While the large corporations do not control a majority of the nation’s business, their prosperity determines the prosperity of the nation.

If we talk about economic opportunities in America we have in mind above all the opportunities offered in the modern mass-production factory and the modern large corporation.

If we talk about the American technology, we do not think of the statistical average but of the standard established by the leaders.

If we look upon the two other new social institutions of basic importance that have emerged in our society during the last half-century, the labor union and the administrative government agency, we see that they are nothing but social responses to the phenomenon of modern Big Business and of the corporation.

In fine, it is the large corporation — the specific form in which Big Business is organized in a free-enterprise economy — which has emerged as the representative and determining socio-economic institution which sets the pattern and determines the behavior even of the owner of the corner cigar store who never owned a share of stock, and of his errand boy who never set foot in a mill.

And thus the character of our society is determined and patterned by the structural organization of Big Business, the technology of the mass-production plant, and the degree to which our social beliefs and promises are realized in and by the large corporation.


The emergence of Big Business, i.e., the large integrated industrial unit, as a social reality during the past fifty years is the most important event in the recent social history of the Western world.

It is even possible that to future generations the world wars of our time will seem to have been an incident in the rise of big-business society just as to many historians the Napoleonic wars have come to appear incidental to the industrial revolution.

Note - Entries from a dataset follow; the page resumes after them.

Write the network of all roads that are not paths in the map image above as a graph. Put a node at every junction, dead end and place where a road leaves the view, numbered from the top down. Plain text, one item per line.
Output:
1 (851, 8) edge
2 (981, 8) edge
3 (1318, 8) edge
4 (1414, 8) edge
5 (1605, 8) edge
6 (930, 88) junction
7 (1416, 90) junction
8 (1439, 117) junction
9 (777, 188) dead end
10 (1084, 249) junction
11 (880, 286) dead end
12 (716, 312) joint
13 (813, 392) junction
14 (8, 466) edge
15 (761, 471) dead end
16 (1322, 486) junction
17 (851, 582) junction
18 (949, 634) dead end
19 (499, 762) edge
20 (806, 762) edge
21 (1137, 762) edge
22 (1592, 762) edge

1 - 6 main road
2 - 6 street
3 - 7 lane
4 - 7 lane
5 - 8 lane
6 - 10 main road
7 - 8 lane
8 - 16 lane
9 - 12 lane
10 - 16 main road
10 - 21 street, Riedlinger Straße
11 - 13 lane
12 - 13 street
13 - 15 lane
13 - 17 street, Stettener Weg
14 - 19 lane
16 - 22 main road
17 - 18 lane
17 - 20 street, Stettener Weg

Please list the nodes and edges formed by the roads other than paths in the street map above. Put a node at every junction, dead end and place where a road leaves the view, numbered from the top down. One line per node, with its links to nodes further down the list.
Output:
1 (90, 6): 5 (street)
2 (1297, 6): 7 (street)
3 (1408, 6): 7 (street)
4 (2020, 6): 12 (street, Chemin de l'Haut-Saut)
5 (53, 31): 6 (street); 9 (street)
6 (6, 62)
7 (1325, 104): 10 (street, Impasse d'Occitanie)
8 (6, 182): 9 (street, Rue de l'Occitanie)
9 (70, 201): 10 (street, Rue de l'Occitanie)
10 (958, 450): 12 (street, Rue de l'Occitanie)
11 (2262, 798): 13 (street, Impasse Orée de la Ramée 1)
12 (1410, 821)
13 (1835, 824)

Even today, there are observers who interpret the conflict between the ideologies of Western Democracy, Russian Communism and Fascism as primarily a conflict between different concepts of a big-business industrial society; and unless misinterpreted so as to make it appear a denial of the reality of the moral issues at stake (as does, for instance, Mr. James Burnham in his The Managerial Revolution, so widely read a few years back), this view makes a good deal of sense.


Certainly, the problem of the political, social and economic organization of Big Business is not unique to one country but common to the entire Western world.

And this means that there is a wide area where it makes little difference whether we discuss conditions in the United States or in Russia, whether we assume a free-enterprise society, Communism or Nazism.

For the entire realm of social engineering is an objective realm.

Profit and profitability, for instance, fulfill the same function under any system of economic organization; they are respectively the risk premium and the yardstick without which economic life simply cannot go on.

And it is therefore an objective question — at least from the point of view of business organization — what is more efficient as a basis for measuring profitability: a system based on a free market or cost-accounting based on planned prices?


Yet, social engineering alone determines nothing — except the limits of possibility.

The question always remains to what purpose the machinery is to be used.

The social engineer may, for instance, decide that profitability based on free-market prices is the most reliable yardstick; and his society may still decide to use the less reliable system of cost-accounting based on planned prices as the only one compatible with its social beliefs and purposes — which is precisely what happened in Soviet Russia.

It is indeed the first question of any analysis of a social or political institution: what is necessary to make it function efficiently, to make it survive, to provide adequate leadership?

For the first thing society demands of an institution is that it function.

But also and at the same time we must ask what requirements must the institution fulfill in order to make society function and be stable?

For the first thing the individual demands of his society is that it function.

And both questions are only posed to enable us to ask: what is the purpose for which we want to use this institution and how does it fulfill it?


In this book we will be vitally concerned with social engineering; and that part of our discussion would be as applicable to Sweden as to the United States, to a Nazi trust as to a corporation in a free capitalist economy.

But we shall focus not on general principles applicable anywhere at any time, but on the United States of today and tomorrow; not on business organization in general but on the large American corporation.

Our problem is not just how Big Business functions but how the large corporation functions in America’s free society.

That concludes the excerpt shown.